* **Problem requirements**: Here the job is to transcribe the data exactly while omitting the images.

* **Available data**:
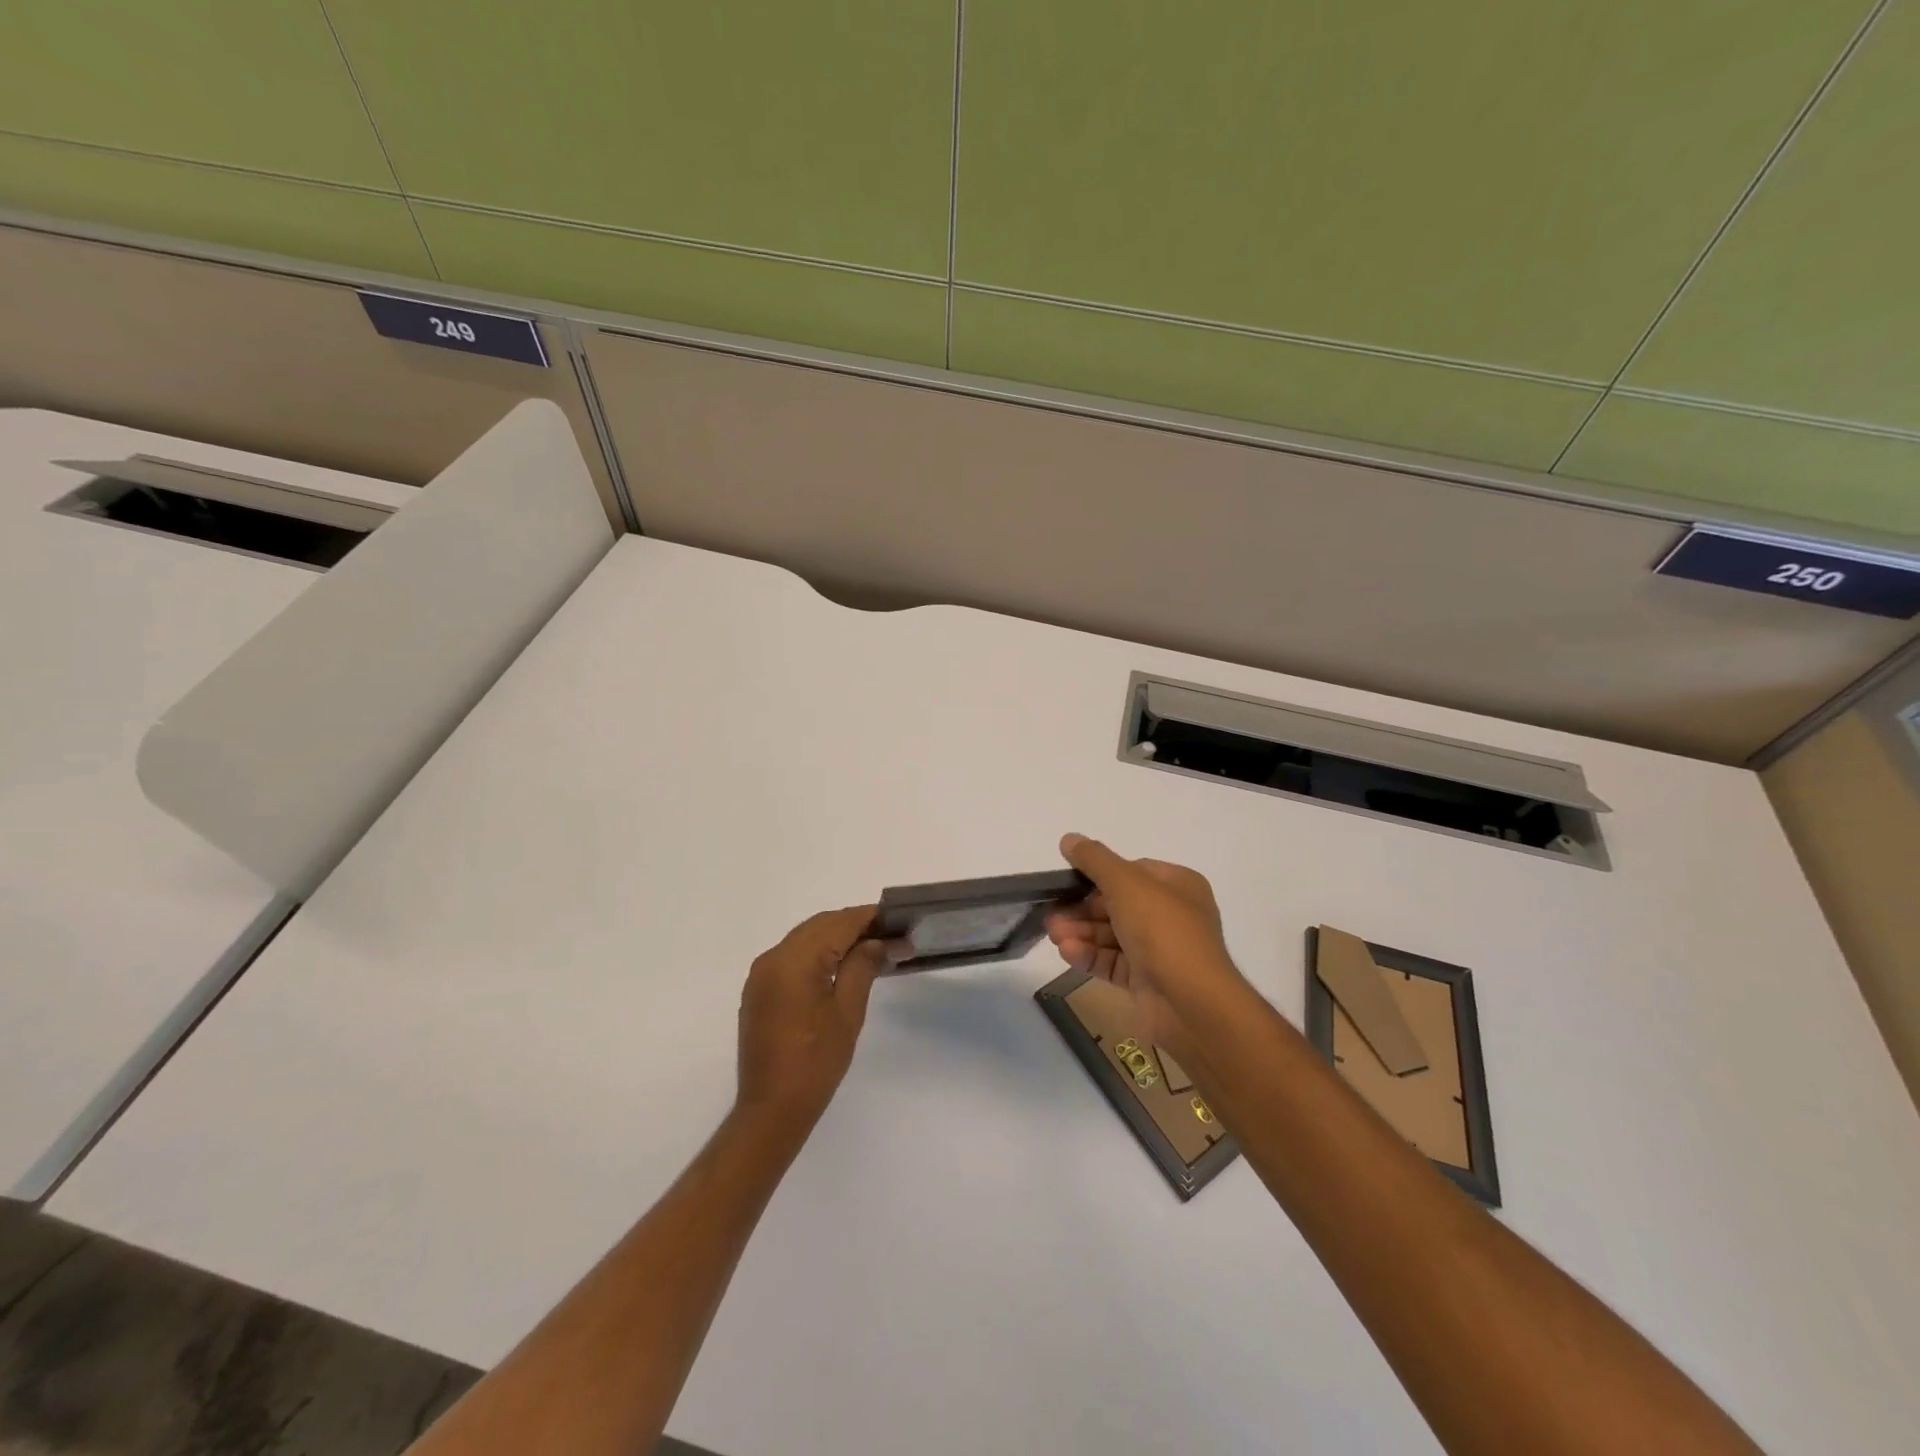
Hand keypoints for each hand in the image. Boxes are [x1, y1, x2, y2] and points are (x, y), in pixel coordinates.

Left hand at [736, 906, 891, 1132]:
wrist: (771, 1109)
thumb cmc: (815, 1062)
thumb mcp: (847, 1012)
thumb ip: (862, 967)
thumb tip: (877, 942)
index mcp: (794, 960)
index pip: (838, 924)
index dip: (869, 918)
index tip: (897, 920)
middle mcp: (773, 958)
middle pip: (819, 925)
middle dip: (854, 925)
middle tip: (889, 935)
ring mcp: (762, 974)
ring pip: (805, 938)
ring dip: (836, 937)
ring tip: (871, 949)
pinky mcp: (759, 990)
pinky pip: (792, 956)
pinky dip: (817, 953)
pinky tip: (840, 966)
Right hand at [1045, 834, 1251, 1054]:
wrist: (1191, 1003)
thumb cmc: (1163, 930)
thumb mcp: (1126, 883)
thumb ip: (1094, 860)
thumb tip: (1069, 839)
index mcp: (1178, 885)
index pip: (1132, 872)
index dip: (1099, 875)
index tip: (1069, 880)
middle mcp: (1171, 915)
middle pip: (1117, 904)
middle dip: (1081, 908)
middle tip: (1052, 913)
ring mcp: (1160, 951)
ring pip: (1111, 934)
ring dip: (1081, 931)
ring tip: (1053, 934)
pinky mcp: (1146, 981)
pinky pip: (1113, 962)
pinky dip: (1090, 955)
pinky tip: (1067, 952)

* **Result for this task**:
Hand keypoints for each hand in the image. Boxes are [x1, y1, x2, y2] and points are (x, y), in pixel coordinates.

Left hand at [736, 906, 891, 1132]:
wrist: (771, 1109)
thumb cmc: (815, 1062)
thumb mcp: (847, 1012)
thumb ip: (862, 967)
thumb tip: (877, 942)
index mcp: (794, 960)
index pip: (838, 924)
index dip: (869, 918)
index tip: (897, 920)
middle mcp: (773, 958)
middle pip: (819, 925)
middle dip: (854, 925)
middle tip: (889, 935)
ring mcp: (762, 974)
ring pip: (805, 938)
ring dip: (836, 937)
ring tip: (871, 949)
pinky mcp: (759, 990)
pinky pip: (792, 956)
pinky dip: (817, 953)
pinky tip: (840, 966)
Right hand at [1045, 834, 1251, 1054]:
wrist: (1191, 1003)
thumb cmc: (1163, 930)
thumb mcp: (1126, 883)
thumb ip: (1094, 860)
thumb tip: (1069, 839)
index mcp: (1178, 885)
index pip: (1132, 872)
index dip: (1099, 875)
index tip: (1069, 880)
middle mcp: (1171, 915)
middle pip: (1117, 904)
middle dip: (1081, 908)
middle tip: (1052, 913)
ring mcp: (1160, 951)
ring pip: (1111, 934)
ring dip: (1081, 931)
ring tip: (1053, 934)
pinky mcp: (1146, 981)
pinky pip: (1113, 962)
pinky dip: (1090, 955)
pinky tip: (1067, 952)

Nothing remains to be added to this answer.